Dalle sue tavole marce, i topi che la diana di guerra del 18 aprile allineò come per un colpo di bacchetta su fronti unitari, escono a frotte, ogni frotta con un suo specifico centro contro la disoccupazione, la paralisi produttiva, l’incapacità ad amministrare, ognuna con un suo interesse di categoria da difendere e un «ideale» con cui camuffarlo, e prendono d’assalto la vecchia rozza [?] dello Stato italiano, rotta a tutti i compromessi, maestra nel corrompere tutto ciò che le si avvicina, superba nell’arte cavourriana di arruffianare gli uomini e le correnti politiche più disparate nella tradizionale sapienza del «tira a campà». Vedete allora dossettiani e fanfaniani praticare iniezioni di interventismo statale all’economia italiana, agrari democristiani farsi banditori dell’economia liberale e osteggiare la terribile riforma Segni, gronchiani lanciarsi all’assalto della dirigenza, saragatiani divenire oppositori di Sua Maestà Alcide, «deviazionisti» staliniani cadere in patetiche crisi di coscienza. E Alcide sorridere, forte della saggezza tradizionale della vecchia razza.

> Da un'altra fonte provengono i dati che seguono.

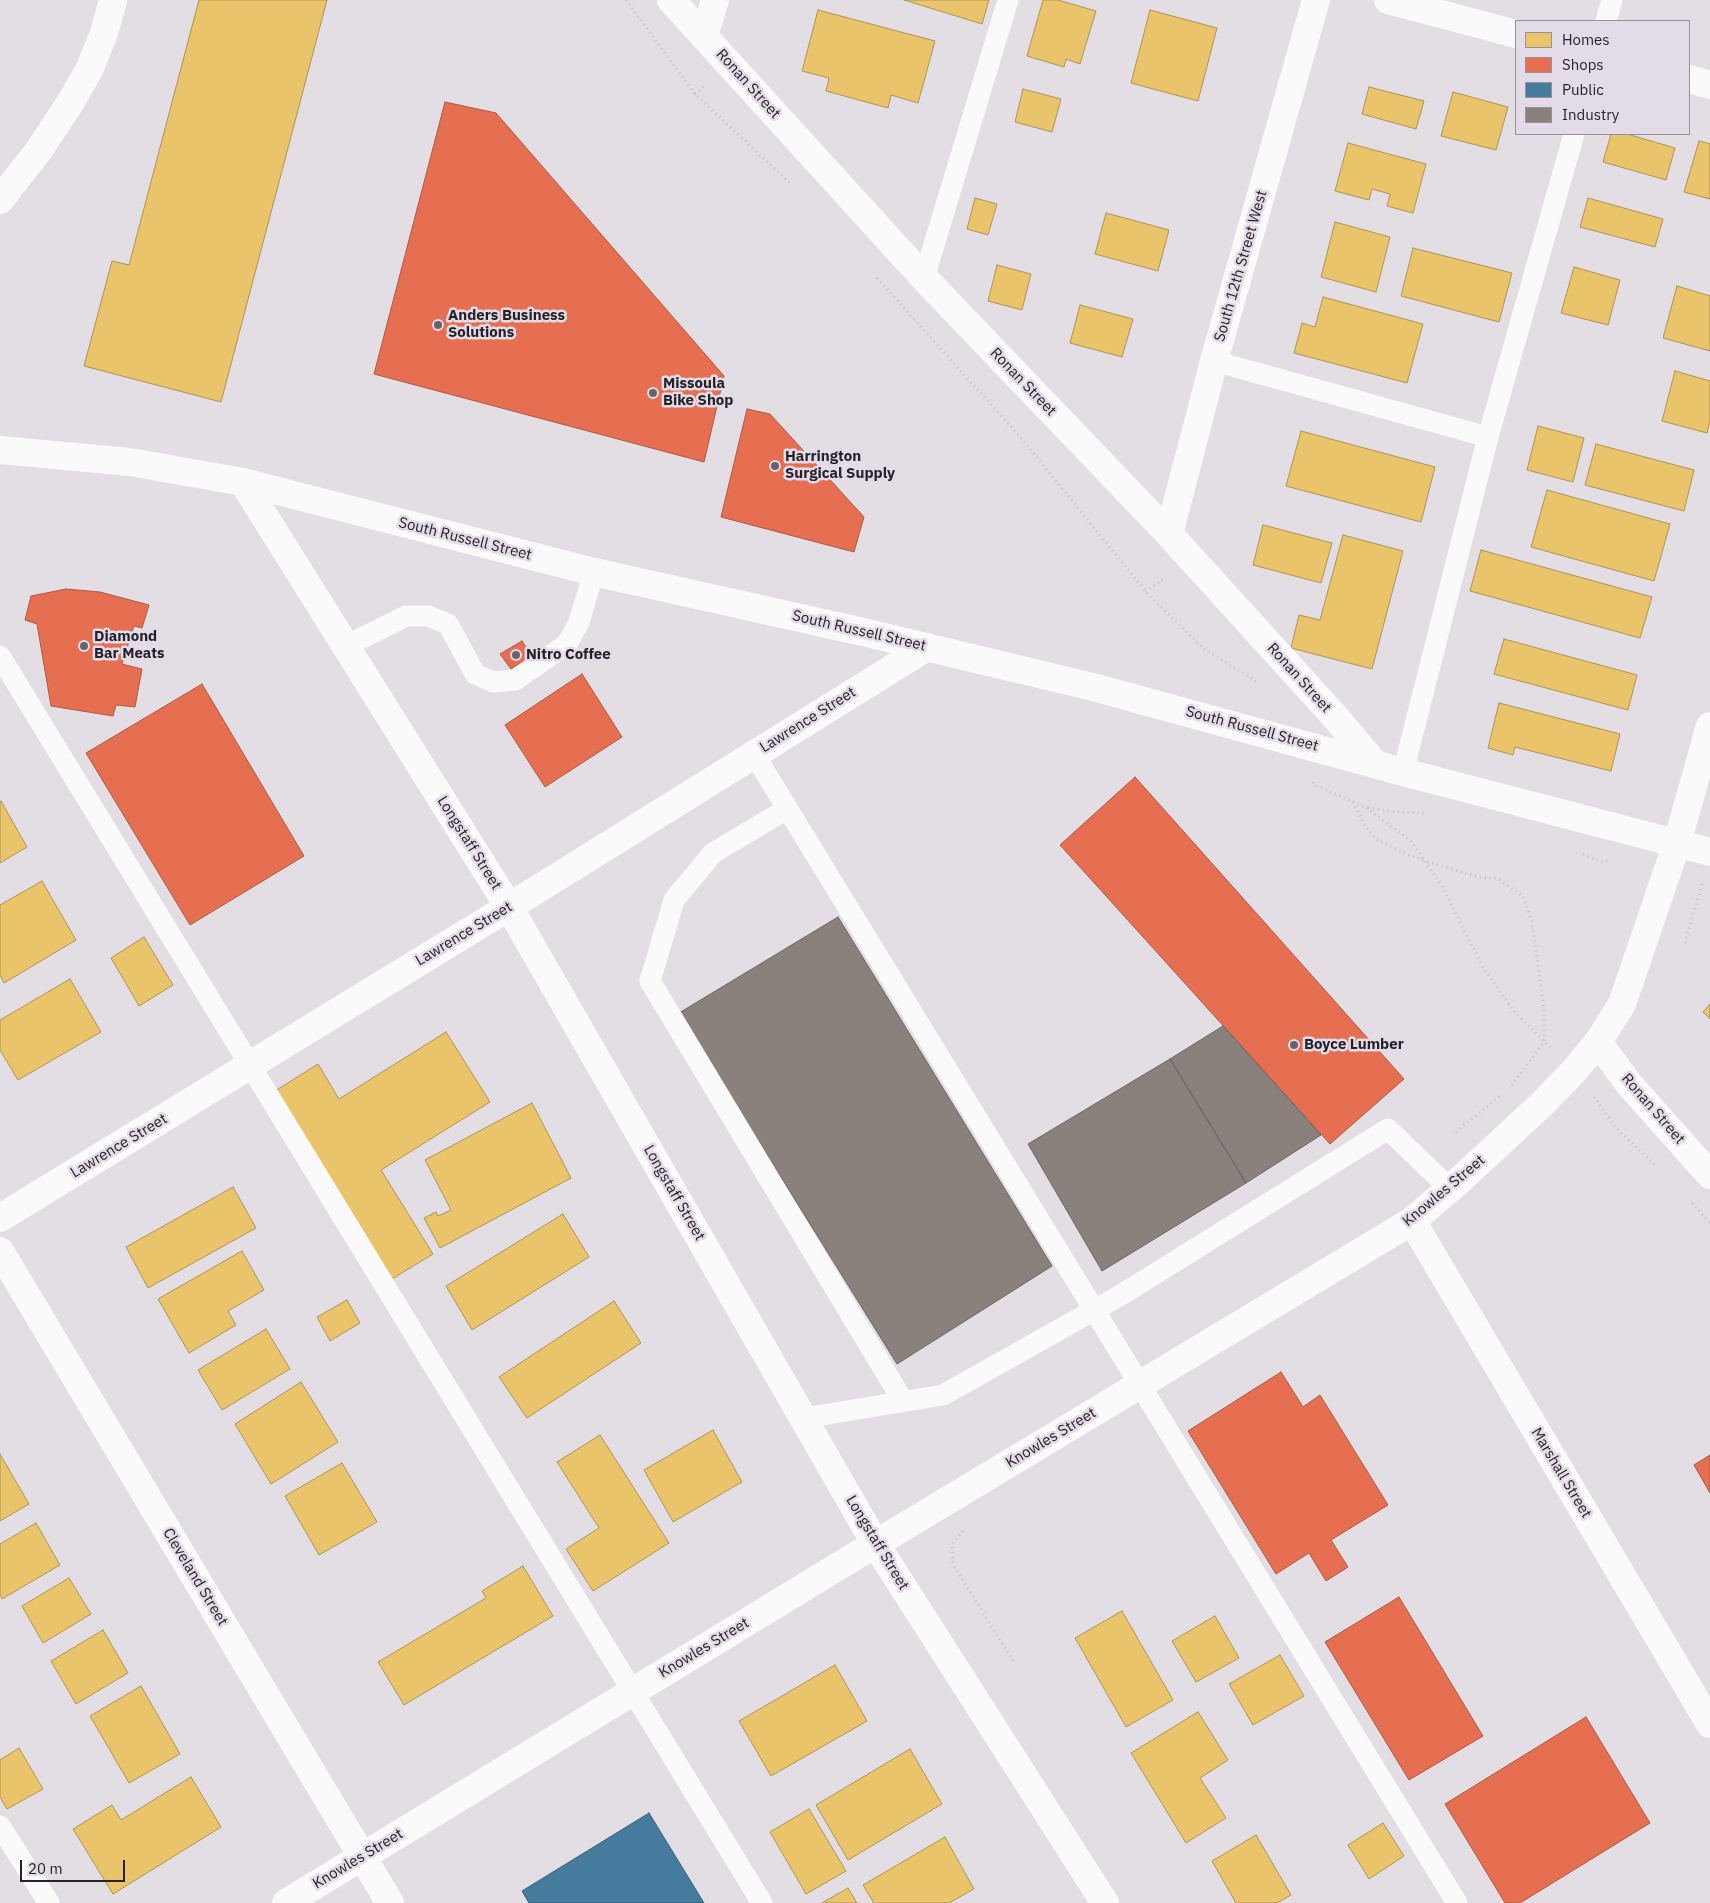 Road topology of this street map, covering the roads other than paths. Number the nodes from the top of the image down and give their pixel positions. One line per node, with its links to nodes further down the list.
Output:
1 (113, 0): 14 (street)
2 (671, 0): 10 (street, Ronan Street)
3 (715, 0): 10 (street)
4 (1008, 0): 15 (lane)
5 (1316, 0): 16 (street, South 12th Street West)
6 (1388, 0): 9 (street)
7 (1612, 0): 8 (lane)
8 (1606, 20)
9 (1515, 34)
10 (704, 36): 15 (street, Ronan Street)
11 (1690, 79): 12 (street)
12 (1710, 85)
13 (1574, 135): 17 (lane)
14 (0, 200)
15 (924, 278): 20 (street, Ronan Street)
16 (1214, 360): 17 (lane); 20 (street, South 12th Street West)
17 (1488, 437): 28 (lane)
18 (6, 445): 19 (street, South Russell Street)
19 (244, 482): 21 (street, South Russell Street); 22 (street, Longstaff Street)
20 (1169, 534): 27 (street, Ronan Street)
21 (594, 572): 22 (lane); 23 (street, South Russell Street)
22 (346, 646): 32 (street, Longstaff Street)
23 (926, 647): 26 (street, Lawrence Street); 27 (street, South Russell Street)
24 (0, 656): 34 (lane)
25 (1710, 726): 30 (street, Knowles Street)
26 (754, 754): 29 (lane); 32 (street, Lawrence Street)
27 (1374, 763): 28 (street, South Russell Street)
28 (1403, 772): 30 (street, South Russell Street)
29 (787, 809): 40 (lane); 42 (lane)
30 (1677, 843): 31 (street, South Russell Street); 33 (street, Knowles Street)
31 (1707, 864)
32 (509, 907): 34 (street, Lawrence Street); 43 (street, Longstaff Street)
33 (1598, 1042): 35 (street, Ronan Street); 36 (street, Knowles Street)
34 (249, 1066): 37 (street, Lawrence Street); 45 (lane)
35 (1710, 1175)
36 (1450, 1189): 38 (street, Knowles Street); 40 (lane)
37 (0, 1218)
38 (1412, 1221): 41 (street, Knowles Street); 46 (street, Marshall Street)
39 (0, 1251): 48 (street, Cleveland Street)
40 (1094, 1310): 41 (lane); 42 (lane)
41 (1140, 1384): 44 (street, Knowles Street); 54 (lane)
42 (903, 1401): 43 (lane)
43 (804, 1418): 44 (street, Longstaff Street)
44 (876, 1543): 45 (street, Knowles Street); 53 (street, Longstaff Street)
45 (632, 1692): 48 (street, Knowles Street); 52 (lane)
46 (1710, 1724)
47 (0, 1826): 49 (lane)
48 (362, 1857): 50 (street, Knowles Street); 51 (street, Cleveland Street)
49 (49, 1903)
50 (286, 1903)
51 (390, 1903)
52 (762, 1903)
53 (1104, 1903)
54 (1456, 1903)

I topi escono dalle tavole marce della barcaccia che affonda; ma la bacchetta magica sa che basta poco per farli tornare disciplinati nella tana. Sa che destra e sinistra democristiana alleate possono votare, per ragioni magari opposte, contro la delega economica, ma voteranno compatte per il riarmo e la fedeltà al patto atlantico. Sa che saragattiani e romitiani possono lasciare il governo, ma con l’impegno a rispettare lealmente gli impegni internazionali, contratti dall’amata patria, per il suo bene e a ritornare in uno dei tanti ministeri quando – chiave buona per aprire tutte le porte – le «istituzioni democratiche fossero minacciate». E non si preoccupa del neutralismo e terzaforzismo dei deviazionisti del PCI: sa che, in caso di complicazioni internazionali, la loro scelta è fatta: per la patria, cioè per l’America, contro l’aggreditrice Russia.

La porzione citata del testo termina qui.